• EXERCISE AIM: The answer must be every line of the records below that holds the word "Wiesen".

Dataset entries:
* * * * * * *

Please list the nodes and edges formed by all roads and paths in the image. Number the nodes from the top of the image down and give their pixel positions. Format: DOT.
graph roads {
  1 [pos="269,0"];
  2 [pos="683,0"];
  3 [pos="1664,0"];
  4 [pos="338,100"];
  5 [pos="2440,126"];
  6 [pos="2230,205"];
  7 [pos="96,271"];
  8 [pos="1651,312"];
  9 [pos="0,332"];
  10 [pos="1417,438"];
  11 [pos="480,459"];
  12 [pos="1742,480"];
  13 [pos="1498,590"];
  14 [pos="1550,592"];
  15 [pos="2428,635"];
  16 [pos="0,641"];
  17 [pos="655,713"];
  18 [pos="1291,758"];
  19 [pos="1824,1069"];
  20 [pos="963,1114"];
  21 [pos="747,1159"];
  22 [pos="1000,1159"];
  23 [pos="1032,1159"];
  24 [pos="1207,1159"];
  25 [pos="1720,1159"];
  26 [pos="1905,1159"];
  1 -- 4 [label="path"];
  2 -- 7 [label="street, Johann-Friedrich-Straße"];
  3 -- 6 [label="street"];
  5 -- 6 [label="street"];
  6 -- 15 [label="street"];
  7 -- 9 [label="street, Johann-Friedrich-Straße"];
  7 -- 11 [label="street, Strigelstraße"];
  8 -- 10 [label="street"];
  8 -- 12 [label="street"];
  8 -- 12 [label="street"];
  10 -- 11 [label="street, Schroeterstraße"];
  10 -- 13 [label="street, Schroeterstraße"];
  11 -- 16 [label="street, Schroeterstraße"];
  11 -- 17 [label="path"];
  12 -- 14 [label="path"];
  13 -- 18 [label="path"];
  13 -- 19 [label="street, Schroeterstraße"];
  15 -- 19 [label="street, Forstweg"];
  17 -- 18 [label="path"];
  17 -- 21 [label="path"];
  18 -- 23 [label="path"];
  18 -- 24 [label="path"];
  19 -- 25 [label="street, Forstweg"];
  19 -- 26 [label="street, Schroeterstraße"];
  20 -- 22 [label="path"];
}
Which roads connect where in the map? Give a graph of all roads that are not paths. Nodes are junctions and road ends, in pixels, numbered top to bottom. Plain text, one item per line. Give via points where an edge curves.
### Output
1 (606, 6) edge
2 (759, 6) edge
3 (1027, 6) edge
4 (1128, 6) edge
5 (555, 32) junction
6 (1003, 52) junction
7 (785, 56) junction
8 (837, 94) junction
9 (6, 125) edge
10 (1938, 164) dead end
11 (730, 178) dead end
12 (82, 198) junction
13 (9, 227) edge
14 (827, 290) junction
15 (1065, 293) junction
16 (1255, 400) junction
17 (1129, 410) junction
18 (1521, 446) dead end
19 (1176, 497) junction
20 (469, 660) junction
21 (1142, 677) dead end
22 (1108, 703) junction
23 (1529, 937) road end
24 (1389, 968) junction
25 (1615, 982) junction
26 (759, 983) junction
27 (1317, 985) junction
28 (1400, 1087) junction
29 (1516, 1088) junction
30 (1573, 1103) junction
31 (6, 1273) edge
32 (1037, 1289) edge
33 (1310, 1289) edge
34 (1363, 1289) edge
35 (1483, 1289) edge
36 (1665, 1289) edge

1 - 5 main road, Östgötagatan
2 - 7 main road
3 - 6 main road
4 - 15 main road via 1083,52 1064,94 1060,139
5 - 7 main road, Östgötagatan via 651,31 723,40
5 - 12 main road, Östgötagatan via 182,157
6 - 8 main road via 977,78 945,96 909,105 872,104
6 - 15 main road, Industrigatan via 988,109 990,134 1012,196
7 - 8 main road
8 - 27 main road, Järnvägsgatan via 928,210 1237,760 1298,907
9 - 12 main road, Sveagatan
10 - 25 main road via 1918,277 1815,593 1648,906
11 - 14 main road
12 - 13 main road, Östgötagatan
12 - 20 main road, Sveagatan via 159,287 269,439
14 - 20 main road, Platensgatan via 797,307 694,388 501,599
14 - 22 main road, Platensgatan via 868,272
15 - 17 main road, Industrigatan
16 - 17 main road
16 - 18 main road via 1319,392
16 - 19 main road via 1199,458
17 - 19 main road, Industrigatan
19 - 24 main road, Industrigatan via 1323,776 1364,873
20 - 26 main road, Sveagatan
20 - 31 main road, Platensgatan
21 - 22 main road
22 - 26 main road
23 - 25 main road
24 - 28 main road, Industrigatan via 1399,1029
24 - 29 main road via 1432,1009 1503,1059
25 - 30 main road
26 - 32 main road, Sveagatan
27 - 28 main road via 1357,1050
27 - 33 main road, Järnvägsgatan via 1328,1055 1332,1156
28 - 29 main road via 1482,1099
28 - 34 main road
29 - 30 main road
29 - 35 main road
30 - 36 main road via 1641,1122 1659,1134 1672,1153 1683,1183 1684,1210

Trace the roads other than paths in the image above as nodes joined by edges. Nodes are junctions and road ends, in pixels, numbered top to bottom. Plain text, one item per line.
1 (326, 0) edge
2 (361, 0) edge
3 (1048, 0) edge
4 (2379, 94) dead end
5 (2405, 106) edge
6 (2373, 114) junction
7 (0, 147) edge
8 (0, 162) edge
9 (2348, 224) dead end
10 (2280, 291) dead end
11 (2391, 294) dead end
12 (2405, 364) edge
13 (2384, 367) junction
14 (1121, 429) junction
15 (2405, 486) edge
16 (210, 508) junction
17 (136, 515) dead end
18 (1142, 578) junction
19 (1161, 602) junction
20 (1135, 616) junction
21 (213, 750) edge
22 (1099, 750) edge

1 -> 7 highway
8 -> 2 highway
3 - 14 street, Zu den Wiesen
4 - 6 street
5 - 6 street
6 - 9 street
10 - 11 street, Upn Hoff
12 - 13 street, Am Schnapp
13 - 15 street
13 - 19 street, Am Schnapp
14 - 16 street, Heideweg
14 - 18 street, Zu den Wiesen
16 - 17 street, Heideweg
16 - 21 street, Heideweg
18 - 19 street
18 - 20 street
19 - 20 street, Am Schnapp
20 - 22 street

* * * * * * *

• SOLUTION FOR THIS EXERCISE:
3 - 14 street, Zu den Wiesen
14 - 18 street, Zu den Wiesen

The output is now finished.